For over six decades, metformin has been a cornerstone in treating type 2 diabetes, primarily known for its effects on blood sugar regulation. However, recent research reveals the drug operates through a previously unrecognized pathway: direct action within the brain. This discovery could reshape diabetes treatment and potentially broaden metformin’s applications.
The Unexpected Brain Connection
Researchers at Baylor College of Medicine have identified a specific neural mechanism through which metformin appears to work. While traditionally understood to reduce glucose output in the liver and gut, the study demonstrates that metformin also influences glucose metabolism directly in the brain.
“It’s widely accepted that metformin lowers blood glucose primarily by reducing glucose output in the liver. Other studies have found that it acts through the gut,” says Makoto Fukuda, a pathophysiologist at Baylor. “We looked into the brain as it is widely recognized as a key regulator of whole-body glucose metabolism. We investigated whether and how the brain contributes to the anti-diabetic effects of metformin.”
Key Mechanism: The Rap1 Protein
The study centers on a brain protein called Rap1, located within the ventromedial hypothalamus (VMH). Previous research by the same team indicated Rap1’s involvement in glucose metabolism.
Their 2025 study on mice confirmed that metformin travels to the VMH, where it effectively deactivates Rap1, contributing to the drug’s anti-diabetic effects. When mice were bred without Rap1, metformin lost its efficacy – even while other diabetes drugs remained effective. This establishes that metformin’s action within the brain operates through a distinct mechanism.
SF1 Neurons and Targeted Treatments
Researchers pinpointed specific SF1 neurons within the VMH as being activated by metformin. This suggests that the drug directly influences these neurons, potentially paving the way for more targeted therapies. “We also investigated which cells in the VMH were involved in mediating metformin’s effects,” says Fukuda. “We found that SF1 neurons are activated when metformin is introduced into the brain, suggesting they’re directly involved in the drug’s action.”
Implications and Future Research
Metformin’s established safety, affordability, and long-term use make this discovery significant. The drug already works by improving insulin efficiency and reducing liver glucose output, but now it’s clear the brain is also a key target.
The research team emphasizes that these findings must be validated in human studies. However, once confirmed, the results could lead to optimized treatments that leverage metformin’s brain-acting mechanisms. This understanding also connects to prior studies showing metformin may slow brain aging and extend lifespan, suggesting broader potential applications.

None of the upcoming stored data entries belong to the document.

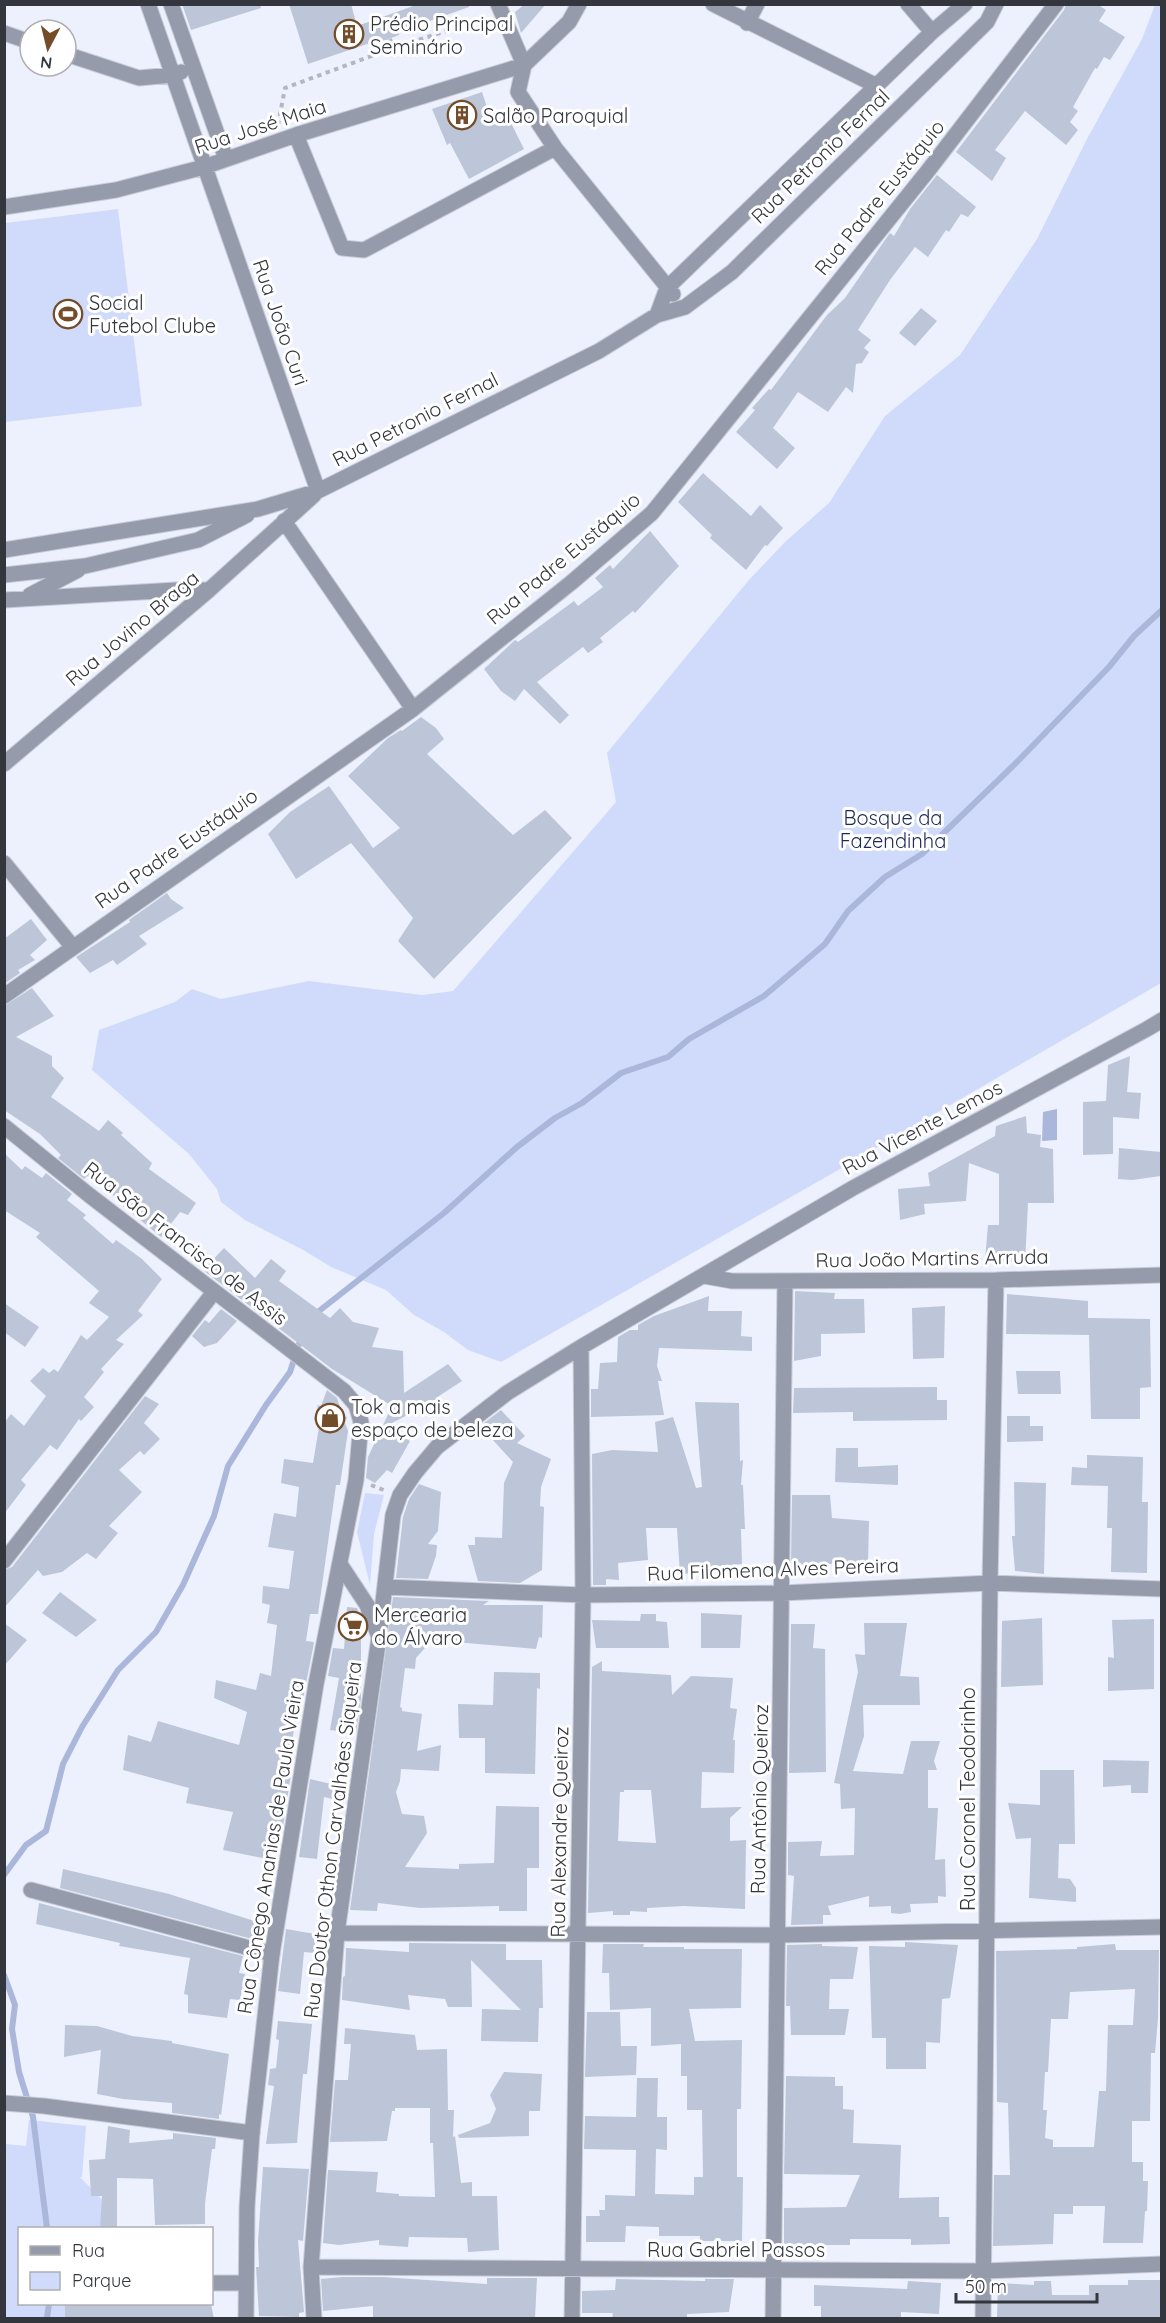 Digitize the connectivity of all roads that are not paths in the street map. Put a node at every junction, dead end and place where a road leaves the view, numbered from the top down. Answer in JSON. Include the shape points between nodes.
{"nodes":[{"id":1,"x":148,"y":4,"type":"edge"},
{"id":2,"x":171,"y":4,"type":"edge"},
{"id":3,"x":579,"y":4,"type":"edge"},
{"id":4,"x":713,"y":4,"type":"edge"},
{"id":5,"x":757,"y":4,"type":"edge"},
{"id":6,"x":908,"y":4,"type":"edge"},
{"id":7,"x":965,"y":4,"type":"edge"},
{"id":8,"x":996,"y":4,"type":"edge"},
{"id":9,"x":1056,"y":4,"type":"edge"},
{"id":10,"x":500,"y":9,"type":"edge"},
{"id":11,"x":747,"y":23,"type":"junction"},
{"id":12,"x":932,"y":32,"type":"junction"},
{"id":13,"x":78,"y":58,"type":"edge"},
{"id":14,"x":524,"y":65,"type":"junction"},
{"id":15,"x":193,"y":68,"type":"junction"},
{"id":16,"x":172,"y":75,"type":"junction"},
{"id":17,"x":877,"y":86,"type":"junction"},
{"id":18,"x":296,"y":135,"type":"junction"},
{"id":19,"x":555,"y":148,"type":"junction"},
{"id":20,"x":226,"y":159,"type":"junction"},
{"id":21,"x":204,"y":167,"type":"junction"},
{"id":22,"x":4,"y":207,"type":"edge"},
{"id":23,"x":667,"y":288,"type":"junction"},
{"id":24,"x":685,"y":307,"type":"junction"},
{"id":25,"x":657,"y":315,"type":"junction"},
{"id":26,"x":318,"y":491,"type":"junction"},
{"id":27,"x":258,"y":509,"type":"junction"},
{"id":28,"x":284,"y":521,"type":"junction"},
{"id":29,"x":4,"y":550,"type":"edge"},
{"id":30,"x":85,"y":566,"type":"junction"},
{"id":31,"x":4,"y":575,"type":"edge"},
{"id":32,"x":209,"y":590,"type":"junction"},
{"id":33,"x":25,"y":598,"type":"junction"},
{"id":34,"x":4,"y":600,"type":"edge"},
{"id":35,"x":413,"y":709,"type":"junction"},
{"id":36,"x":4,"y":764,"type":"edge"},
{"id":37,"x":4,"y":864,"type":"edge"},
{"id":38,"x":72,"y":946,"type":"junction"},
{"id":39,"x":4,"y":996,"type":"edge"},
{"id":40,"x":1161,"y":1020,"type":"edge"},
{"id":41,"x":1154,"y":1032,"type":"edge"},
{"id":42,"x":4,"y":1126,"type":"edge"},
{"id":43,"x":1161,"y":1275,"type":"edge"},
{"id":44,"x":704,"y":1276,"type":"junction"},
{"id":45,"x":996,"y":1280,"type":"junction"},
{"id":46,"x":784,"y":1281,"type":"junction"},
{"id":47,"x":214,"y":1292,"type":"junction"},
{"id":48,"x":581,"y":1347,"type":"junction"},
{"id":49,"x":344,"y":1391,"type":"joint"},
{"id":50,"x":4,"y":1560,"type":"edge"},
{"id":51,"x":340,"y":1564,"type":"junction"},
{"id":52,"x":990,"y":1583,"type":"junction"},
{"id":53,"x":385,"y":1587,"type":"junction"},
{"id":54,"x":1161,"y":1589,"type":"edge"},
{"id":55,"x":782,"y":1593,"type":"junction"},
{"id":56,"x":583,"y":1594,"type":"junction"},
{"id":57,"x":379,"y":1637,"type":"junction"},
{"id":58,"x":31,"y":1890,"type":"dead end"},
{"id":59,"x":1161,"y":1927,"type":"edge"},
{"id":60,"x":988,"y":1931,"type":"junction"},
{"id":61,"x":337,"y":1933,"type":"junction"},
{"id":62,"x":578,"y":1934,"type":"junction"},
{"id":63,"x":778,"y":1935,"type":"junction"},
{"id":64,"x":272,"y":1954,"type":"junction"},
{"id":65,"x":8,"y":2103,"type":"edge"},
{"id":66,"x":252,"y":2133,"type":"junction"},
{"id":67,"x":1161,"y":2264,"type":"edge"},
{"id":68,"x":311,"y":2267,"type":"junction"},
{"id":69,"x":572,"y":2270,"type":"junction"},
{"id":70,"x":772,"y":2270,"type":"junction"},
{"id":71,"x":983,"y":2271,"type":"junction"},
{"id":72,"x":213,"y":2283,"type":"edge"},
{"id":73,"x":245,"y":2283,"type":"junction"},
{"id":74,"x":246,"y":2319,"type":"edge"},
{"id":75,"x":314,"y":2319,"type":"edge"},
{"id":76,"x":572,"y":2319,"type":"edge"},
{"id":77,"x":773,"y":2319,"type":"edge"},
{"id":78,"x":982,"y":2319,"type":"edge"}],
"edges":[{"from":1,"to":16,"type":"street","name":"Rua João Curi"},
{"from":2,"to":15,"type":"street"},
{"from":3,"to":14,"type":"street","via":[[569,22]]},
{"from":4,"to":11,"type":"street"},
{"from":5,"to":11,"type":"street"},
{"from":6,"to":12,"type":"street"},
{"from":7,"to":12,"type":"street","name":"Rua Petronio Fernal"},
{"from":8,"to":24,"type":"street","name":"Rua Petronio Fernal","via":[[987,22],[732,272]]},
{"from":9,"to":35,"type":"street","name":"Rua Padre Eustáquio","via":[[927,172],[652,513]]},
{"from":10,"to":14,"type":"street"},
{"from":11,"to":17,"type":"street"},
{"from":12,"to":17,"type":"street","name":"Rua Petronio Fernal"},
{"from":13,"to":16,"type":"street","via":[[139,78]]},
{"from":14,"to":18,"type":"street","name":"Rua José Maia"},
{"from":14,"to":19,"type":"street","via":[[518,92]]},
{"from":15,"to":16,"type":"street"},
{"from":15,"to":20,"type":"street"},
{"from":16,"to":21,"type":"street","name":"Rua João Curi"},
{"from":17,"to":23,"type":"street","name":"Rua Petronio Fernal"},
{"from":18,"to":19,"type":"street","via":[[342,248],[364,250]]},
{"from":18,"to":20,"type":"street","name":"Rua José Maia"},
{"from":19,"to":23,"type":"street"},
{"from":20,"to":21,"type":"street","name":"Rua José Maia"},
{"from":21,"to":22,"type":"street","name":"Rua José Maia","via":[[116,190]]},
{"from":21,"to":26,"type":"street","name":"Rua João Curi"},
{"from":23,"to":24,"type":"street"},
{"from":23,"to":25,"type":"street","name":"Rua Petronio Fernal"},
{"from":24,"to":25,"type":"street","name":"Rua Petronio Fernal"},
{"from":25,"to":26,"type":"street","name":"Rua Petronio Fernal","via":[[598,351]]},
{"from":26,"to":27,"type":"street","name":"Rua Petronio Fernal"},
{"from":26,"to":28,"type":"street","name":"Rua Petronio Fernal"},
{"from":27,"to":29,"type":"street","name":"Rua Petronio Fernal"},
{"from":27,"to":30,"type":"street","name":"Rua Petronio Fernal","via":[[198,540]]},
{"from":28,"to":32,"type":"street","name":"Rua Jovino Braga"},
{"from":28,"to":35,"type":"street"},
{"from":30,"to":31,"type":"street","name":"Rua Petronio Fernal"},
{"from":30,"to":33,"type":"street","name":"Rua Petronio Fernal"},
{"from":32,"to":33,"type":"street","name":"Rua Petronio Fernal"},
{"from":32,"to":36,"type":"street","name":"Rua Jovino Braga"},
{"from":33,"to":34,"type":"street","name":"Rua Petronio Fernal"},
{"from":35,"to":38,"type":"street","name":"Rua Padre Eustáquio"},
{"from":37,"to":38,"type":"street"},
{"from":38,"to":39,"type":"street","name":"Rua Padre Eustáquio"},
{"from":40,"to":41,"type":"street","name":"Rua Vicente Lemos"},
{"from":41,"to":44,"type":"street","name":"Rua Vicente Lemos","via":[[853,1188]]},
{"from":42,"to":47,"type":"street","name":"Rua São Francisco de Assis"},
{"from":43,"to":45,"type":"street","name":"Rua João Martins Arruda"},
{"from":44,"to":46,"type":"street","name":"Rua João Martins Arruda","via":[[732,1281]]},
{"from":44,"to":48,"type":"street","name":"Rua Doutor Othon Carvalhães Siqueira"},
{"from":45,"to":46,"type":"street","name":"Rua João Martins Arruda"},
{"from":45,"to":52,"type":"street","name":"Rua Coronel Teodorinho"},
{"from":46,"to":55,"type":"street","name":"Rua Antônio Queiroz"},
{"from":47,"to":49,"type":"street","name":"Rua São Francisco de Assis"},
{"from":47,"to":50,"type":"street"},
{"from":48,"to":53,"type":"street","name":"Rua Doutor Othon Carvalhães Siqueira","via":[[507,1393],[437,1447],[415,1473],[400,1495],[393,1515]]},
{"from":48,"to":56,"type":"street","name":"Rua Alexandre Queiroz"},
{"from":49,"to":51,"type":"street","name":"Rua Cônego Ananias de Paula Vieira","via":[[356,1405],[361,1422],[356,1480]]},
{"from":51,"to":57,"type":"street","via":[[366,1605]]},
{"from":51,"to":64,"type":"street","name":"Rua Cônego Ananias de Paula Vieira","via":[[316,1683]]},
{"from":52,"to":54,"type":"street","name":"Rua Filomena Alves Pereira"},
{"from":52,"to":55,"type":"street","name":"Rua Filomena Alves Pereira"},
{"from":52,"to":60,"type":"street","name":"Rua Coronel Teodorinho"},
{"from":53,"to":56,"type":"street","name":"Rua Filomena Alves Pereira"},
{"from":53,"to":57,"type":"street","name":"Rua Doutor Othon Carvalhães Siqueira"},
{"from":55,"to":56,"type":"street","name":"Rua Filomena Alves Pereira"},
{"from":55,"to":63,"type":"street","name":"Rua Antônio Queiroz"},
{"from":56,"to":62,"type":"street","name":"Rua Alexandre Queiroz"},
{"from":57,"to":61,"type":"street","name":"Rua Doutor Othon Carvalhães Siqueira"},
{"from":58,"to":64,"type":"street"},
{"from":59,"to":60,"type":"street"},
{"from":60,"to":63,"type":"street"},
{"from":60,"to":71,"type":"street","name":"Rua Coronel Teodorinho"},
{"from":61,"to":62,"type":"street"},
{"from":61,"to":68,"type":"street","name":"Rua Doutor Othon Carvalhães Siqueira"},
{"from":62,"to":63,"type":"street"},
{"from":62,"to":69,"type":"street","name":"Rua Alexandre Queiroz"},
{"from":63,"to":70,"type":"street","name":"Rua Antônio Queiroz"},
{"from":64,"to":66,"type":"street","name":"Rua Cônego Ananias de Paula Vieira"},
{"from":65,"to":66,"type":"street"},
{"from":66,"to":73,"type":"street","name":"Rua Cônego Ananias de Paula Vieira"},
{"from":67,"to":71,"type":"street","name":"Rua Gabriel Passos"},
{"from":68,"to":69,"type":"street","name":"Rua Gabriel Passos"},
{"from":68,"to":75,"type":"street","name":"Rua Doutor Othon Carvalhães Siqueira"},
{"from":69,"to":70,"type":"street","name":"Rua Gabriel Passos"},
{"from":69,"to":76,"type":"street","name":"Rua Alexandre Queiroz"},
{"from":70,"to":71,"type":"street","name":"Rua Gabriel Passos"},
{"from":70,"to":77,"type":"street","name":"Rua Antônio Queiroz"},
{"from":71,"to":78,"type":"street","name":"Rua Coronel Teodorinho"},
{"from":72,"to":73,"type":"street"},
{"from":73,"to":74,"type":"street","name":"Rua Cônego Ananias de Paula Vieira"}]}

“This discovery changes how we think about metformin,” Fukuda concludes. “It’s not just working in the liver or the gut, it’s also acting in the brain.” He adds that the brain responds to lower concentrations of metformin than the liver and intestines, indicating a more efficient mechanism.
The findings were published in Science Advances.
This research marks a paradigm shift in understanding metformin, suggesting the drug’s full therapeutic potential has yet to be realized. Further investigation is crucial to translate these findings into improved treatments for diabetes and potentially other age-related conditions.